No sooner had he entered than a gentle, refined voice greeted him—utterly devoid of the vulgarity common to women of the trade. Lu Zhou looked up to see a woman in red, lounging against the stair rail, gazing at him with calm detachment.

“I know you’re not open. I’m here to see someone.”

“Everyone comes here saying they’re here to see someone, man or woman.”

“The person I seek raises scorpions,” Lu Zhou said with a smile. “Scorpions with only heads, no tails.”

The woman smiled as well, and in that moment, the Spring Beauty Parlor seemed to shed its air of tawdriness.

“What color does the person you seek prefer to wear, sir?”

“The one who sent me said he could only wear yellow,” Lu Zhou replied with a sigh. “But compared to gold, yellow seems so cheap.”

The woman regarded him. “Yellow has its own virtues. And your name, sir?”

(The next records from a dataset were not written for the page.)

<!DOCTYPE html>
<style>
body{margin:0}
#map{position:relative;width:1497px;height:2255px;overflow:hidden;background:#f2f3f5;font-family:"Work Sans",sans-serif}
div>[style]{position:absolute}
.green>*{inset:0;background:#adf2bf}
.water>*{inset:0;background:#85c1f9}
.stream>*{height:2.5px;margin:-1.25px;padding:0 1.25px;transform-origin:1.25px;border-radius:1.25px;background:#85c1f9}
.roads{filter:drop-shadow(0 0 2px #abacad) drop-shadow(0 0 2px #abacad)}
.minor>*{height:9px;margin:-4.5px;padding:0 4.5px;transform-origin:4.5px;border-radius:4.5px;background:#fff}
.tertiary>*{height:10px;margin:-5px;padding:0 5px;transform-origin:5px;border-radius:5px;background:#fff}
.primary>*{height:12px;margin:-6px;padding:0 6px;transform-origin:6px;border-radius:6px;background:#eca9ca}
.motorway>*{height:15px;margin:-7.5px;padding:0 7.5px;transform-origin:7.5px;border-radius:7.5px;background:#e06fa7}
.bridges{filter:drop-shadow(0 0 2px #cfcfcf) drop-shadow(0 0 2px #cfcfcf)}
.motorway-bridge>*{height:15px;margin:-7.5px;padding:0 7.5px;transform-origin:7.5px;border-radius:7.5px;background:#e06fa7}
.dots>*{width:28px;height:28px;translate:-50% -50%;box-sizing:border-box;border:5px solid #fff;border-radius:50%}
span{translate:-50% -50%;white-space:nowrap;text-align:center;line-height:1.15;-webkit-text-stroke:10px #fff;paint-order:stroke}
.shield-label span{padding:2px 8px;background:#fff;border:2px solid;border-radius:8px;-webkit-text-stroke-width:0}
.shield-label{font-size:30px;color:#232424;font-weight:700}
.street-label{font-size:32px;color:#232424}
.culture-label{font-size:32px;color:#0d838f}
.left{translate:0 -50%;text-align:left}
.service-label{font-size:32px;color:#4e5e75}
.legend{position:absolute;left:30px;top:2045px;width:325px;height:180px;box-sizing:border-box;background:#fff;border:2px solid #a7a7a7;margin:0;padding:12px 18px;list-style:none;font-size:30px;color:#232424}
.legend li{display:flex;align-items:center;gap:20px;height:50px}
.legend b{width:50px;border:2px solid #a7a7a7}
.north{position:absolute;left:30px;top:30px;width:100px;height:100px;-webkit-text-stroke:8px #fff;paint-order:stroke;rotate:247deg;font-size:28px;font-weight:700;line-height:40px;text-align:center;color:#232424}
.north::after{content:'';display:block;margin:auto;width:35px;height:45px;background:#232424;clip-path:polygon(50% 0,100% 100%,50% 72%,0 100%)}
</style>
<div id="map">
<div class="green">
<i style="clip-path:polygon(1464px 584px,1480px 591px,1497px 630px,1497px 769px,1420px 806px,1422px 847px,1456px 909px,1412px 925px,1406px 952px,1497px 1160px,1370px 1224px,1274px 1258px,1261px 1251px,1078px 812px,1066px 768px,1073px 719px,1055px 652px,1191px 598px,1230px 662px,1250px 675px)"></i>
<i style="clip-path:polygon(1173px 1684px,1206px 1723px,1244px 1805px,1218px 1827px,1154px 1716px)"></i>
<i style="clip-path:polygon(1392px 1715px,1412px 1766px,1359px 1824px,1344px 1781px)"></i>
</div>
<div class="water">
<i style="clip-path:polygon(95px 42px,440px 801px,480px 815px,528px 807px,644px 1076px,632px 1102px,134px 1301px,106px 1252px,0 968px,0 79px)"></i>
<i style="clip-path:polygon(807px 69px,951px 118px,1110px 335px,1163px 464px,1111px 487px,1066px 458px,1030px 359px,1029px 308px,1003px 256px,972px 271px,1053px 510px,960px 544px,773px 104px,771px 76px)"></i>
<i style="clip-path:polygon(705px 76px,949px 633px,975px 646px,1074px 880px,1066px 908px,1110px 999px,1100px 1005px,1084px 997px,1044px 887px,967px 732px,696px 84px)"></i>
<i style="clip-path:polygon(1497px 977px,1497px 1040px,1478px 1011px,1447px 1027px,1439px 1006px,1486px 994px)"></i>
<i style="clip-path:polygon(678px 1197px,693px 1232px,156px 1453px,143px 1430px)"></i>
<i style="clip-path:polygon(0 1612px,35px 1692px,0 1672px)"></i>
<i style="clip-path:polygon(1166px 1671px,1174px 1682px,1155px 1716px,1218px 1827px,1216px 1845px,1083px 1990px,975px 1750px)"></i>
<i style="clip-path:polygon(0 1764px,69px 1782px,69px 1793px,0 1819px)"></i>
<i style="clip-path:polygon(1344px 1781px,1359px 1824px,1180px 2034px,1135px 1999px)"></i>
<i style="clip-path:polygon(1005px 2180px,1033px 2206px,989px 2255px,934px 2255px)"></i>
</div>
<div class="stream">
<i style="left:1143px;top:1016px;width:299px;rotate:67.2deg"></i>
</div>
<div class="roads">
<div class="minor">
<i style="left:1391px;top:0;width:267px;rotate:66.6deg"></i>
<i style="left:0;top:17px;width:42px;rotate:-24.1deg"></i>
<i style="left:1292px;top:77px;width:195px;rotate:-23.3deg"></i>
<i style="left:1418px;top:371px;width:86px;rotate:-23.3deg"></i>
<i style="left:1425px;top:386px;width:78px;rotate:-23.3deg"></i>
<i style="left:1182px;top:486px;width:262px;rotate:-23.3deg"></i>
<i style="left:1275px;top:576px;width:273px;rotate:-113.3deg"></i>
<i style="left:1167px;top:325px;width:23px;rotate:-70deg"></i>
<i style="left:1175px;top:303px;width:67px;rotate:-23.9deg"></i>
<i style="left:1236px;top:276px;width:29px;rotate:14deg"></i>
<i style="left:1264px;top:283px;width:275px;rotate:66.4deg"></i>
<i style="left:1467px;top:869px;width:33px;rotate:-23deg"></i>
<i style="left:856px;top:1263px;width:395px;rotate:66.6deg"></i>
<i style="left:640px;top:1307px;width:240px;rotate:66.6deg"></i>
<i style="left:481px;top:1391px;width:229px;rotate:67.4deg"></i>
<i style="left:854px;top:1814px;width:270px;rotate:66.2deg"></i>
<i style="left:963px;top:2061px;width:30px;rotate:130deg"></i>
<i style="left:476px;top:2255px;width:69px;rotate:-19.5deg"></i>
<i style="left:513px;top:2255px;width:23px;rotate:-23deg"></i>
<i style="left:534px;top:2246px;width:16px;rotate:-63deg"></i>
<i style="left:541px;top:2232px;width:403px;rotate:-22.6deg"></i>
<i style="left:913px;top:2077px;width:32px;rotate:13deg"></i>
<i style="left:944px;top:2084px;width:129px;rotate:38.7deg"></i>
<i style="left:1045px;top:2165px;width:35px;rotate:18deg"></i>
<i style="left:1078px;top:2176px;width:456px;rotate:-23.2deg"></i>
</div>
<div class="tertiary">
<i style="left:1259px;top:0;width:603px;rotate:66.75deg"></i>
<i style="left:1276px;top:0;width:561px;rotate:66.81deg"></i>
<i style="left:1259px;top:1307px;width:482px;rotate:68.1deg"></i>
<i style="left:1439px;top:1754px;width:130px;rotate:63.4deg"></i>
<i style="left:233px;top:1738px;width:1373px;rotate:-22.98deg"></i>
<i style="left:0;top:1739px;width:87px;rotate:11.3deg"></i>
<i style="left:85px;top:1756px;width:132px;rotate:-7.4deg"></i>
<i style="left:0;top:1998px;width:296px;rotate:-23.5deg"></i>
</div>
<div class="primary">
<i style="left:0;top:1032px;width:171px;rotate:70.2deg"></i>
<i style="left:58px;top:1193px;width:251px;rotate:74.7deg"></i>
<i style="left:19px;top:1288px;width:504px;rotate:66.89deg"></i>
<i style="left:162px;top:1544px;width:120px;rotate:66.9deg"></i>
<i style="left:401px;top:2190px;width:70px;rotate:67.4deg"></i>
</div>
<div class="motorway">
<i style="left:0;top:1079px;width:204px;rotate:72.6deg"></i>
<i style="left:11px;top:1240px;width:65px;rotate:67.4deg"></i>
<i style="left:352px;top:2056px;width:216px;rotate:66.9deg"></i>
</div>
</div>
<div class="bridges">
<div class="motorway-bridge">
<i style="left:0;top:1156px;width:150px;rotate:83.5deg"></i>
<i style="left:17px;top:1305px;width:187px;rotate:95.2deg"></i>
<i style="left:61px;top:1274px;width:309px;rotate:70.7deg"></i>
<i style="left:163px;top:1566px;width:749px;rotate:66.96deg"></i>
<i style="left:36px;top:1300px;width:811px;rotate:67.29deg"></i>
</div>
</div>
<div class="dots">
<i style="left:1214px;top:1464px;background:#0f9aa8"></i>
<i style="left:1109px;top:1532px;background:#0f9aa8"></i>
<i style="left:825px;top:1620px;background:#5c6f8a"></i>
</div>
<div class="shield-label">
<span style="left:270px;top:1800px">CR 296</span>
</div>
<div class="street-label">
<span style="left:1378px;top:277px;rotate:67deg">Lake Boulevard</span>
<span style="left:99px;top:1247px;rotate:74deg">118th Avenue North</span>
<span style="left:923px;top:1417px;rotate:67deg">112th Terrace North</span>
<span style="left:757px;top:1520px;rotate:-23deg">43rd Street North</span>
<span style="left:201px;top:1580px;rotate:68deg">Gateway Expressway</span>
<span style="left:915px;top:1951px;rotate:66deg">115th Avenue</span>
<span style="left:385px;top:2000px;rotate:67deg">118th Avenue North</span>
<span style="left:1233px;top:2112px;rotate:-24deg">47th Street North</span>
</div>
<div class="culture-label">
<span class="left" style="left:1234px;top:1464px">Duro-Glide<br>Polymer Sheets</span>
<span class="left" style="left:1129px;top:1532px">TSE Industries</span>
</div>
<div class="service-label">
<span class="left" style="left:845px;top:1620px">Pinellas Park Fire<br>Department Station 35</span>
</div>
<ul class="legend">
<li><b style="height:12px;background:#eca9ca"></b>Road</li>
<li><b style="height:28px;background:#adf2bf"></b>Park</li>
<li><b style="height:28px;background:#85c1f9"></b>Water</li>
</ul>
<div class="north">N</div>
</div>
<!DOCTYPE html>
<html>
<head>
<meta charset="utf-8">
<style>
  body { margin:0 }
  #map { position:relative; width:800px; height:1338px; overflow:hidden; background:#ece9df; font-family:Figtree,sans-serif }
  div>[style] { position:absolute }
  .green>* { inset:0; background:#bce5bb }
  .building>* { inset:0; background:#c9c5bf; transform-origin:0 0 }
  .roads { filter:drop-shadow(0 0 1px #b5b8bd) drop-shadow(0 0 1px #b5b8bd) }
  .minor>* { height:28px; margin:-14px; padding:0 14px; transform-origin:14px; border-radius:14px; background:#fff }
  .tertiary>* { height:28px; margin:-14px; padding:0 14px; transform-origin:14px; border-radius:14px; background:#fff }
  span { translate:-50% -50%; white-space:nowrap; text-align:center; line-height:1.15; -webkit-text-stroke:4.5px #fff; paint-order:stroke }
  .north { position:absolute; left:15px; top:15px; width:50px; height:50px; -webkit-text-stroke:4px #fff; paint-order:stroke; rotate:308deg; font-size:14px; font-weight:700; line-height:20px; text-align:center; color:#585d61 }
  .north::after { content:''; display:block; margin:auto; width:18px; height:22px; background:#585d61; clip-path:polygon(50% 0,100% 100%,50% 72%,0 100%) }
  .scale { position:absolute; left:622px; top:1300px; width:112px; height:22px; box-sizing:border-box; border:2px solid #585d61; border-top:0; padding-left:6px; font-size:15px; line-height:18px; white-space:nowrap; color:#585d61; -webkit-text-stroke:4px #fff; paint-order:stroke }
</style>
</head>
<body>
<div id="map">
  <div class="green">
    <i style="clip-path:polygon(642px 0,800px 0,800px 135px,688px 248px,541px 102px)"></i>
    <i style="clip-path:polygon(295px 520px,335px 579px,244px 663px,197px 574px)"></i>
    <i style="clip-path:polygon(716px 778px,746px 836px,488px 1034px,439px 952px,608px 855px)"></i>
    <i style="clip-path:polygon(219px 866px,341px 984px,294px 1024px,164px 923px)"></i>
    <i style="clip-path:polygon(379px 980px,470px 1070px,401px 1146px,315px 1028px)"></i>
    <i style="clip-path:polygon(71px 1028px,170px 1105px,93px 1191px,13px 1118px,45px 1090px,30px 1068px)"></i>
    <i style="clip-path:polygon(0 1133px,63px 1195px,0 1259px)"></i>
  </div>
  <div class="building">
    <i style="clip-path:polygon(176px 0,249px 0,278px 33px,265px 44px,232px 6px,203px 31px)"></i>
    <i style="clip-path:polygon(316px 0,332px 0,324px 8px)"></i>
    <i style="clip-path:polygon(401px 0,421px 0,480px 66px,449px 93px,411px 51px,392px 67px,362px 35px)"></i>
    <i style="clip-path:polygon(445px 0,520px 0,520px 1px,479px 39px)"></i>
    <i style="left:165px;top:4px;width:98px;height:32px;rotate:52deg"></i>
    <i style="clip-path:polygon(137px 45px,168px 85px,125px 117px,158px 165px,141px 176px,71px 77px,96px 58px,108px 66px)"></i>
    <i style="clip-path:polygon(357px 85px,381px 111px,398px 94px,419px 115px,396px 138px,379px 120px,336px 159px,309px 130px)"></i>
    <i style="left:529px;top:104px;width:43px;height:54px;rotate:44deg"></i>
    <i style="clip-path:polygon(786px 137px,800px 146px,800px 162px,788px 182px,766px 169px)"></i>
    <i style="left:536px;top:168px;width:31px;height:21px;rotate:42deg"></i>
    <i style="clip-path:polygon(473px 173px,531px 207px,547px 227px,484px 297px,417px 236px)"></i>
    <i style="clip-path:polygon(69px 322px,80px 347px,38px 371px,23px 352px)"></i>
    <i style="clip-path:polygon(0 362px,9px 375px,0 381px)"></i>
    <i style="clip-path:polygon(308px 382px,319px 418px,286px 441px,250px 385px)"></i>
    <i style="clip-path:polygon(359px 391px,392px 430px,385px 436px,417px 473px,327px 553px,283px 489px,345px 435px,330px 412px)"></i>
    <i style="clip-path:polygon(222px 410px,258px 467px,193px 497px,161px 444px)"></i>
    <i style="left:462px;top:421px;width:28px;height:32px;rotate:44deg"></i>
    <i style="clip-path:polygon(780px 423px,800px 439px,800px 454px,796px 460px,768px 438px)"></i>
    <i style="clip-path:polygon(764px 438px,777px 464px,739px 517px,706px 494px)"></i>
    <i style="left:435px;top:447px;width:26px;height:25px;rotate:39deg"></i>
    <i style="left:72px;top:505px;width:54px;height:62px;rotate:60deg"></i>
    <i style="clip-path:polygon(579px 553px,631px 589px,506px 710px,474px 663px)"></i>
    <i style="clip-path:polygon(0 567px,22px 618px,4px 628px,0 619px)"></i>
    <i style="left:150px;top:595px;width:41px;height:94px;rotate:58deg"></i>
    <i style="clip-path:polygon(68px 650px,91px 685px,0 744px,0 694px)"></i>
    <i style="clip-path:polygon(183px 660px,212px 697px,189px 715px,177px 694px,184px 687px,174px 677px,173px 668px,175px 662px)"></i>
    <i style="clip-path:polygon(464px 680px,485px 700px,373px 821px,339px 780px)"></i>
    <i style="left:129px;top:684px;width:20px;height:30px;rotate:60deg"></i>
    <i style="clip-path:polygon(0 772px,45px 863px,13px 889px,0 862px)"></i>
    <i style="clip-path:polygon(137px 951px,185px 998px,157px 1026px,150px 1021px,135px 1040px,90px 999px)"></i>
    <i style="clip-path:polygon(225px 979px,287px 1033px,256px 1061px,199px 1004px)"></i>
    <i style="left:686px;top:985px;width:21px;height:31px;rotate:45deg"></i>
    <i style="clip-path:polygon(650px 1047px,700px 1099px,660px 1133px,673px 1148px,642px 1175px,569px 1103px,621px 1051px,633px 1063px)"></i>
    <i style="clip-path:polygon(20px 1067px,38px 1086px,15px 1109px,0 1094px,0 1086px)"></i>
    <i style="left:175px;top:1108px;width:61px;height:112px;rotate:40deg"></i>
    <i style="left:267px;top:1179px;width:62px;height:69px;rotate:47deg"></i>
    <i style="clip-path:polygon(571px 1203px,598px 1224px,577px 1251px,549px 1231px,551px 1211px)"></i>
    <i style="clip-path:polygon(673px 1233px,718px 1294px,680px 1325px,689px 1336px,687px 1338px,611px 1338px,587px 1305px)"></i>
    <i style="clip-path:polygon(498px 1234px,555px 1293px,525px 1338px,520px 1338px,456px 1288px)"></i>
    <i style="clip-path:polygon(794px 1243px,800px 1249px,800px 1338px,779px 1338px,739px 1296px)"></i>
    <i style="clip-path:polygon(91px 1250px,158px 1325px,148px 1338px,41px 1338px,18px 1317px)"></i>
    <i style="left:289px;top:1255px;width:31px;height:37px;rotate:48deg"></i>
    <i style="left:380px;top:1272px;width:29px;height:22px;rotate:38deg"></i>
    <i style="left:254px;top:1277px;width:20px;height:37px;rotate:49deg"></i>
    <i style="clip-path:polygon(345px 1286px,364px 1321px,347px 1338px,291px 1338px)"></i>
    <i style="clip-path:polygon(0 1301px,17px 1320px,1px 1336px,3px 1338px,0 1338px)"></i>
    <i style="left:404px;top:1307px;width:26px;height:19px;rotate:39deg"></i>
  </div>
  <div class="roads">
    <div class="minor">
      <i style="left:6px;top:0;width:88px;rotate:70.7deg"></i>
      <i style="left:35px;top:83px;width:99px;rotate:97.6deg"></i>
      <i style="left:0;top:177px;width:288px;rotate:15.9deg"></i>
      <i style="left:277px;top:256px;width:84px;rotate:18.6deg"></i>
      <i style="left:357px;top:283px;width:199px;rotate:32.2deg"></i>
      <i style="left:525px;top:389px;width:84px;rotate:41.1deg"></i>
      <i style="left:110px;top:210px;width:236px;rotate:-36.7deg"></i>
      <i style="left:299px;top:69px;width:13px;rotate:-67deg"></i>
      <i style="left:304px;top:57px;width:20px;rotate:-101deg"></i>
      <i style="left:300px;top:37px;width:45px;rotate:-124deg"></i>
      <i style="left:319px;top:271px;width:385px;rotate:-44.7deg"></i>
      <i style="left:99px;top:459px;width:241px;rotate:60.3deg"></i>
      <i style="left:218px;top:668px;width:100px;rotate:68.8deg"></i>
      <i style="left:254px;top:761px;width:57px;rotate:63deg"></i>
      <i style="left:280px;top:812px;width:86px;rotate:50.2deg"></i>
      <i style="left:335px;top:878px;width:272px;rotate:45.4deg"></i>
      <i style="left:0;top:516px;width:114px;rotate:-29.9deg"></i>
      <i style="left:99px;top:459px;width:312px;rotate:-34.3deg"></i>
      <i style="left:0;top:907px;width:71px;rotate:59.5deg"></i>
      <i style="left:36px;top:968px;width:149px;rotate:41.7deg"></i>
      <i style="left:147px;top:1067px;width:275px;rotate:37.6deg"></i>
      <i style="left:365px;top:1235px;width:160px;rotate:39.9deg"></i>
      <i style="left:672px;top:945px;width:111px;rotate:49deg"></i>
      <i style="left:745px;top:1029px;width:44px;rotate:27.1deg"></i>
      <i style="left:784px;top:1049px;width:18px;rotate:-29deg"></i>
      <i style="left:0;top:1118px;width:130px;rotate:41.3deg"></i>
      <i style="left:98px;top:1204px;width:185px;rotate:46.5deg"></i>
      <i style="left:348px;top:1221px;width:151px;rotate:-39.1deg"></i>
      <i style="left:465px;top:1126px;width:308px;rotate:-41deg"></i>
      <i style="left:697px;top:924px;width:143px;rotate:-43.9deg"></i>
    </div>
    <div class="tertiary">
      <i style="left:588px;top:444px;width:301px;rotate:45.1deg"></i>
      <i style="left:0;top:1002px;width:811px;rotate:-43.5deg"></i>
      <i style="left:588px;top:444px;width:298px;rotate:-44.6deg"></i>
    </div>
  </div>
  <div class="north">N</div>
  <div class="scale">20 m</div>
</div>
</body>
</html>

“My surname is Lu, and my given name is simply Zhou.”

“The person you seek may not be easy to find. Please come with me to the back courtyard and wait a moment.” She smiled.

Lu Zhou smiled too. “Very well.”

He knew all the code phrases matched. The woman before him was his scorpion keeper, and for a long time to come, he would be the scorpion head of this intelligence network.

A scorpion head without a tail.

This place had been abandoned as an intelligence post, leaving only the woman to hold the fort. Only when the scorpion head arrived would it truly be activated.

“Is anyone here?”

Lu Zhou hadn’t reached the back courtyard when a clear voice floated in from the entrance. For some reason, it sounded strangely familiar.

“I’m looking for someone—a person who raises scorpions.”

The clear voice rang out again. Lu Zhou already knew who it was. Yet, inexplicably, he felt as though the place was about to go out of business before it had even opened.